Thanks to a number of acquisitions over the years, Cominar has grown into Quebec’s largest landlord. Of the company’s 566 total office, retail, and industrial properties–which cover a combined 45.3 million square feet in gross leasable area–approximately 79% are located in either the Montreal or Quebec City metro areas. Some 5.7 million square feet is located in Ontario, with 2.7 million square feet in Atlantic Canada, and 1.1 million square feet in western Canada.

Cominar has a diverse group of tenants. Its largest tenant is Public Works Canada, which pays it 4.7% of its net operating income. That’s followed by Canadian National Railway, the Société québécoise des infrastructures, Jean Coutu, and Bank of Nova Scotia. These four tenants contribute 3.4%, 3.2%, 1.4%, and 1.0%, respectively, to Cominar’s bottom line.

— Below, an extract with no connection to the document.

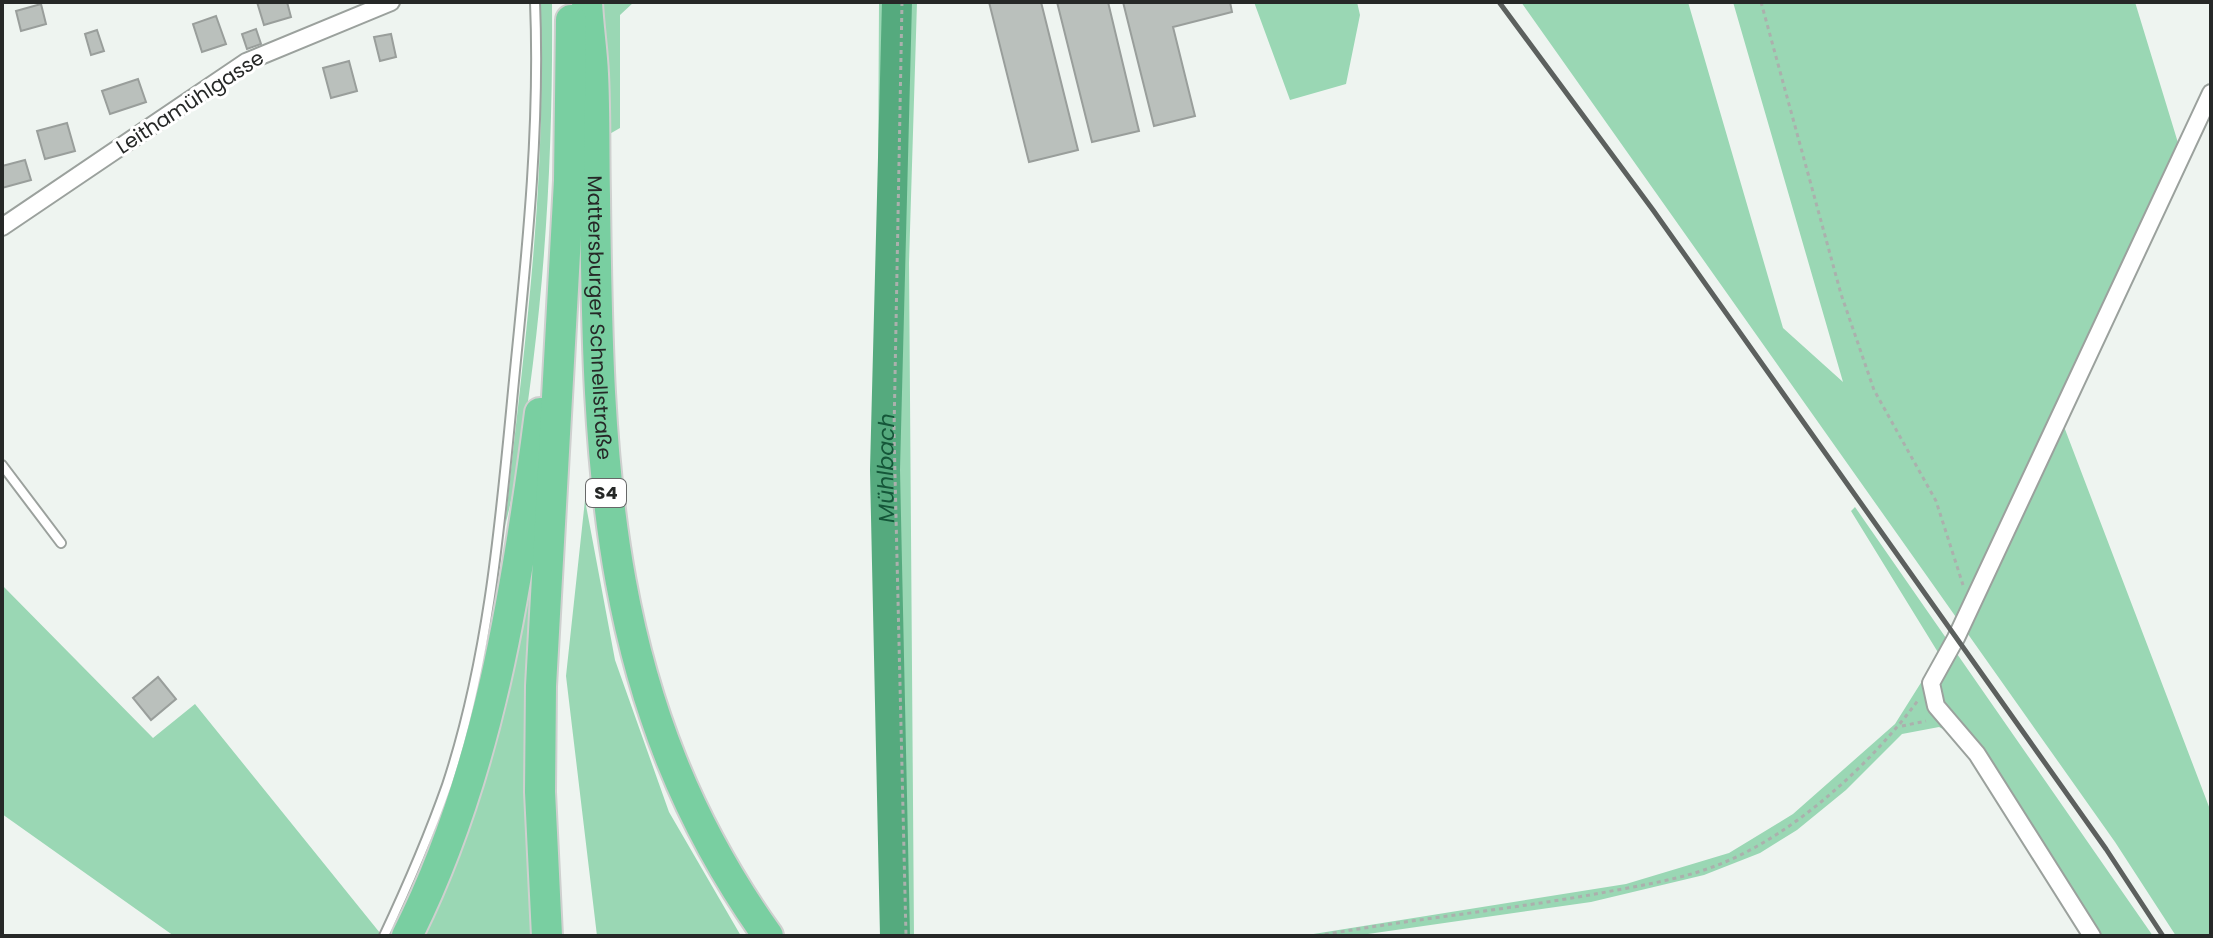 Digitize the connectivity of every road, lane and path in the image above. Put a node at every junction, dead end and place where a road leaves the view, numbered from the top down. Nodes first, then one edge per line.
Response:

In short, there aren’t any big issues with any of Cominar’s major tenants.

The company has an occupancy ratio of 92.5%, which is a little low. Many of its peers are in the 93-95% range, with some even higher. There are a couple of reasons for this weakness. Target Canada, which was a major tenant, unexpectedly pulled out of Canada about a year ago. This move combined with a little bit of weakness in Quebec’s economy has resulted in the company having more empty space than expected. Occupancy was 91.9% at the end of 2015, so progress is being made.

The financials

Another thing investors don’t love about Cominar is the company’s debt load.

Typically, in the world of REITs, a company’s debt-to-assets ratio is approximately 50%. At the end of March, Cominar had assets of $8.22 billion with a total debt load of $4.49 billion. That’s a debt-to-assets ratio of 54.6%, which was a tad higher than the previous quarter.

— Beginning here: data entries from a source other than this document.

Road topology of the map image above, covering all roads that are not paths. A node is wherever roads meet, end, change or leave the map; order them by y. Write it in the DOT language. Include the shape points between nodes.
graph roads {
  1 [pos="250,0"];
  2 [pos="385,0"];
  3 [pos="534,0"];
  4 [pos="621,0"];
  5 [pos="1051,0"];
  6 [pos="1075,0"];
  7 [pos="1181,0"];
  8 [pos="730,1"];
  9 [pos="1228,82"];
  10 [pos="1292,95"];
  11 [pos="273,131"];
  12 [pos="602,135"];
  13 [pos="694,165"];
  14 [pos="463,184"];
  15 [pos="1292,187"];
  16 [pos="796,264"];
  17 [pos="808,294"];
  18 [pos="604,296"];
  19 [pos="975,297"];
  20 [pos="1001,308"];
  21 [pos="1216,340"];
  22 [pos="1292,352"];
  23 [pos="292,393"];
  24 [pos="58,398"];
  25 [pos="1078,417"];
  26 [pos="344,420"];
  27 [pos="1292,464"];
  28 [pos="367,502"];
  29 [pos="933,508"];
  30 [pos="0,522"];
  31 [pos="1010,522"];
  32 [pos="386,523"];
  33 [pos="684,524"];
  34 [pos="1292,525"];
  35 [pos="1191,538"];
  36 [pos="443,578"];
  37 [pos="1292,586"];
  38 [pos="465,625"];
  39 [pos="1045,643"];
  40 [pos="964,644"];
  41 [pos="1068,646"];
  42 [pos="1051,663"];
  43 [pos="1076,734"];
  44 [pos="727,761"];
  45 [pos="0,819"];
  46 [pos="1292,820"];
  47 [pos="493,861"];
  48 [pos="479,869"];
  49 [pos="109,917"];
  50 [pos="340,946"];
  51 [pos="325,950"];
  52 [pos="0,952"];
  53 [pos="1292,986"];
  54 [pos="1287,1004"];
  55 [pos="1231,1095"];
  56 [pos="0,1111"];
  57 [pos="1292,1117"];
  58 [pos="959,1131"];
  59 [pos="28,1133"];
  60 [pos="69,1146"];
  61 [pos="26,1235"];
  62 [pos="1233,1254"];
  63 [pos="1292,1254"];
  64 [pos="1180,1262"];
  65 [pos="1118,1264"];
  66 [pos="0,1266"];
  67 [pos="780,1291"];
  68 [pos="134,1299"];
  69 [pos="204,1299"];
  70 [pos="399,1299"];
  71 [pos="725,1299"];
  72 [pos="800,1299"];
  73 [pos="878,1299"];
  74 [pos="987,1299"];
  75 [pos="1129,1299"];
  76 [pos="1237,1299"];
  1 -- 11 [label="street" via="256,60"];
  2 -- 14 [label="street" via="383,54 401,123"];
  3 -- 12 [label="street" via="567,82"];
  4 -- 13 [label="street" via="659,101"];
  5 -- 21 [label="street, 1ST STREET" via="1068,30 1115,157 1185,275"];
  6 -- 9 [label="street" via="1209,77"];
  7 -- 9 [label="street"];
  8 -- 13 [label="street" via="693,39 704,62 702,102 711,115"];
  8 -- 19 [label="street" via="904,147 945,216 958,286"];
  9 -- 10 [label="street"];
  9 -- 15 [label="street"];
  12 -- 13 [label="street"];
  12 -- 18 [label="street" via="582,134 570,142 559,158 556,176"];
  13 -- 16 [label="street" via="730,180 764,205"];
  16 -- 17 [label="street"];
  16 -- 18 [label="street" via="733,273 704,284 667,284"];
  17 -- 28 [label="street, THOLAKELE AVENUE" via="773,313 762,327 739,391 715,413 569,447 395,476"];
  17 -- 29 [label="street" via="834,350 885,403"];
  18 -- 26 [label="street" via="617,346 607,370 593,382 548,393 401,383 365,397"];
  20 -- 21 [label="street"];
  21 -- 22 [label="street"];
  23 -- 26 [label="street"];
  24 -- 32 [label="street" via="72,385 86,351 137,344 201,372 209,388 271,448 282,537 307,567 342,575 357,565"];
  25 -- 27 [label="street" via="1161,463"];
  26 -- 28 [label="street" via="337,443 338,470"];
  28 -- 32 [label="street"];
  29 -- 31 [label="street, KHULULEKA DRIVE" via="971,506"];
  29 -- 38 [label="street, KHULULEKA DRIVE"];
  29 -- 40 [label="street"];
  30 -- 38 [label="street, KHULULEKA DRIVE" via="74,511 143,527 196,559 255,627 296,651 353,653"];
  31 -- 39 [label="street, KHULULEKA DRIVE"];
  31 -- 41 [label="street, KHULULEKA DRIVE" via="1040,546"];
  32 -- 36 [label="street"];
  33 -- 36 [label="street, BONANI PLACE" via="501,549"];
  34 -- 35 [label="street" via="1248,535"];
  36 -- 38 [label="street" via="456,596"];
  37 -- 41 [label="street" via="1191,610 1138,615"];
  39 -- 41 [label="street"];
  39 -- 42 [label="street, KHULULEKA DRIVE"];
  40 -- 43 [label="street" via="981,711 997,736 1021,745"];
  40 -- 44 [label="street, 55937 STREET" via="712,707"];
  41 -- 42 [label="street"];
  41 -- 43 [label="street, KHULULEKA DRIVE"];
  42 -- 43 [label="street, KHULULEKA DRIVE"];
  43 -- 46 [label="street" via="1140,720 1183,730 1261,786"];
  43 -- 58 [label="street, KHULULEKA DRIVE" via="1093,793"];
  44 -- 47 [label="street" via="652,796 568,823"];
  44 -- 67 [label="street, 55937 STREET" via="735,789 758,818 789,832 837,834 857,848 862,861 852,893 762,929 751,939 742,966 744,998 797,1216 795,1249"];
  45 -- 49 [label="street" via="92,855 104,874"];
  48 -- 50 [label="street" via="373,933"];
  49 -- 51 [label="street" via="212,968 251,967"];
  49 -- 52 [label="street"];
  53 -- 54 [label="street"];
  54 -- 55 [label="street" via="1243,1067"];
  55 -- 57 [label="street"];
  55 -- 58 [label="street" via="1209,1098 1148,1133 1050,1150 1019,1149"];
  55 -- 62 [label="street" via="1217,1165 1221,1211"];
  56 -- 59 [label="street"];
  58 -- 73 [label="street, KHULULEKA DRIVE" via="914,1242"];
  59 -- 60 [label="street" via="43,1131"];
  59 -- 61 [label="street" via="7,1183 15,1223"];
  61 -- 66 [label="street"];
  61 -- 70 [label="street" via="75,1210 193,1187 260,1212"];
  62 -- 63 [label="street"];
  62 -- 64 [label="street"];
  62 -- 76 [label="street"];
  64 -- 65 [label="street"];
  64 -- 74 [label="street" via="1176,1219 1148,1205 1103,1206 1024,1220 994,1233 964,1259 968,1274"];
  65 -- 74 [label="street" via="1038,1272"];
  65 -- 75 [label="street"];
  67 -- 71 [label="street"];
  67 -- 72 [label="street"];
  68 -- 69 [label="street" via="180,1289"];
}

The good news is Cominar’s management has made paying down debt a priority over the next few quarters. Management has already sold off $210 million in non-core assets. And some $40 million has been reallocated to repurchasing shares the company thinks are undervalued.

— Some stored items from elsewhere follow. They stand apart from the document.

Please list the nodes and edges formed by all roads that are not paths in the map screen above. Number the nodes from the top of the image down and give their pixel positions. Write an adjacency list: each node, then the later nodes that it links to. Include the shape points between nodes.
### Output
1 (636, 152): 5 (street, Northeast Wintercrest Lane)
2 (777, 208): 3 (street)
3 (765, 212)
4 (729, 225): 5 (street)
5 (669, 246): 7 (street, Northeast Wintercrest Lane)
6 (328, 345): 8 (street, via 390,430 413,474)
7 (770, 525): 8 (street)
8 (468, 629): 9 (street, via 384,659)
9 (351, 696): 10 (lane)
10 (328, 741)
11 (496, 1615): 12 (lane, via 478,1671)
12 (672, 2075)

Cominar shares have a book value of $21.54 per share, a big premium to today’s price of $17.31. Shares have been persistently under book value for a few years now, but they did trade at a premium to book during parts of 2011-2013.

The big concern for income investors is Cominar’s 8.5% dividend. In 2015, the company paid out more than 95% of its adjusted funds from operations to shareholders, a payout ratio that’s alarmingly high. The payout ratio actually crept above 100% in the company’s most recent quarter, but that should decline as occupancy increases and rents flow to the bottom line.

Even if Cominar’s underlying operations don’t improve and the company is forced to cut its dividend, investors will still be buying a stock trading at a 20% discount to book value that trades at approximately 12 times adjusted funds from operations. Sure, the dividend is riskier than a GIC or government bond, but even if it gets cut by 25%, investors are still getting a terrific yield.

Create your own passive-income machine using REITs!

How would you like to earn $100 ... $200 ... even $500 per month by investing in REITs just like Cominar?

Want to know more? Our just-released report, “Earn $6,000 Per Year in Rental Income Without Becoming a Landlord” has all the details. Just click here now to find out how to get your FREE copy today!

Fool contributor Nelson Smith has no position in any stocks mentioned. David Gardner owns shares of Canadian National Railway. The Motley Fool owns shares of Canadian National Railway. Canadian National Railway is a recommendation of Stock Advisor Canada.

I consent to receiving information from The Motley Fool via email, direct mail, and occasional special offer phone calls. I understand I can unsubscribe from these updates at any time. Please read the Privacy Statement and Terms of Service for more information.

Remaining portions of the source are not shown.